▶ **RECORDS PROVIDED**:
^^^^^^^^

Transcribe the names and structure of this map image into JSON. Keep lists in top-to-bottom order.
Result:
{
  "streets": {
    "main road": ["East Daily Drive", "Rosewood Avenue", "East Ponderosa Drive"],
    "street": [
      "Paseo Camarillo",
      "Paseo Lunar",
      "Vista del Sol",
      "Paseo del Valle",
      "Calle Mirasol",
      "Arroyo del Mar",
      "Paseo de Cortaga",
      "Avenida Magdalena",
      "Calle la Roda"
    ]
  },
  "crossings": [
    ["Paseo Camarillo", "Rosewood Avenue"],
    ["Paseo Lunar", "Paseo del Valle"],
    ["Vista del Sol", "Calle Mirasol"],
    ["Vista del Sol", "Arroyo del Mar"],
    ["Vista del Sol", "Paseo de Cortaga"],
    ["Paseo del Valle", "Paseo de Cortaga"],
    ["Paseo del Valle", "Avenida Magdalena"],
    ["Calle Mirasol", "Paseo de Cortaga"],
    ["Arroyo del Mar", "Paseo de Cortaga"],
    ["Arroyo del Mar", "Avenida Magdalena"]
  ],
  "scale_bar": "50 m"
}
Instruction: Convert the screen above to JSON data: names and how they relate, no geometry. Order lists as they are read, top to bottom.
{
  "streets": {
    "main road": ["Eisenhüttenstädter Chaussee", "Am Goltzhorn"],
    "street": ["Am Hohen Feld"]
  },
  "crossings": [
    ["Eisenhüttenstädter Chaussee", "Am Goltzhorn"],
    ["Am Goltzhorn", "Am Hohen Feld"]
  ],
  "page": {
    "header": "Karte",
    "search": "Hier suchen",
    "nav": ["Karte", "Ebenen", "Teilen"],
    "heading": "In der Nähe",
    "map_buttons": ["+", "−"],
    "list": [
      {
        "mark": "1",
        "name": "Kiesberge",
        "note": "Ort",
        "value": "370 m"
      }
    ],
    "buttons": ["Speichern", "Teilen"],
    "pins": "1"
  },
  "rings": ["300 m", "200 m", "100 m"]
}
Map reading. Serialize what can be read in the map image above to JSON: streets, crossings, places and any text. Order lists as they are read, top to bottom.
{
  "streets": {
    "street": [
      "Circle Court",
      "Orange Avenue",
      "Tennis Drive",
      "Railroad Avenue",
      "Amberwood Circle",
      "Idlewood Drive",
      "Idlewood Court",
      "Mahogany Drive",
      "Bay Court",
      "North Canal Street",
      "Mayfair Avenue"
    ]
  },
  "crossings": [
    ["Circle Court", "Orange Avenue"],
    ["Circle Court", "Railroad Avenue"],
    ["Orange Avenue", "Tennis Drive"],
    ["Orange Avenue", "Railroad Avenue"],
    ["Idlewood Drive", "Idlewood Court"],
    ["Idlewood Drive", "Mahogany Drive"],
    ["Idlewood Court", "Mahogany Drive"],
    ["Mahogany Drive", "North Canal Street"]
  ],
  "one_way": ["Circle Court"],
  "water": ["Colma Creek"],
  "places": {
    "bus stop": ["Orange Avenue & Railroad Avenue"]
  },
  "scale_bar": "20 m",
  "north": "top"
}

^^^^^^^^

▶ **TASK ITEM**: Each line from the one containing "Instruction: Convert the" to the end of the records should be echoed exactly, and no other line.

▶ **SOLUTION TO THE EXERCISE**:
Instruction: Convert the screen above to JSON data: names and how they relate, no geometry. Order lists as they are read, top to bottom.
{
  "streets": {
    "main road": ["Eisenhüttenstädter Chaussee", "Am Goltzhorn"],
    "street": ["Am Hohen Feld"]
  },
  "crossings": [
    ["Eisenhüttenstädter Chaussee", "Am Goltzhorn"],
    ["Am Goltzhorn", "Am Hohen Feld"]
  ],
  "page": {
    "header": "Karte",
    "search": "Hier suchen",
    "nav": ["Karte", "Ebenen", "Teilen"],
    "heading": "In der Nähe",
    "map_buttons": ["+", "−"],
    "list": [
      {
        "mark": "1",
        "name": "Kiesberge",
        "note": "Ort",
        "value": "370 m"
      }
    ],
    "buttons": ["Speichern", "Teilen"],
    "pins": "1"
  },
  "rings": ["300 m", "200 m", "100 m"]
}
Map reading. Serialize what can be read in the map image above to JSON: streets, crossings, places and any text. Order lists as they are read, top to bottom.
{
  "streets": {
    "street": [
      "Circle Court",
      "Orange Avenue",
      "Tennis Drive",
      "Railroad Avenue",
      "Amberwood Circle",
      "Idlewood Drive",
      "Idlewood Court",
      "Mahogany Drive",
      "Bay Court",
      "North Canal Street",
      "Mayfair Avenue"
    ]
  },
  "crossings": [
    ["Circle Court", "Orange Avenue"],
    ["Circle Court", "Railroad Avenue"],
    ["Orange Avenue", "Tennis Drive"],
    ["Orange Avenue", "Railroad Avenue"],
    ["Idlewood Drive", "Idlewood Court"],
    ["Idlewood Drive", "Mahogany Drive"],
    ["Idlewood Court", "Mahogany Drive"],
    ["Mahogany Drive", "North Canal Street"]
  ],
  "one_way": ["Circle Court"],
  "water": ["Colma Creek"],
  "places": {
    "bus stop": ["Orange Avenue & Railroad Avenue"]
  },
  "scale_bar": "20 m",
  "north": "top"
}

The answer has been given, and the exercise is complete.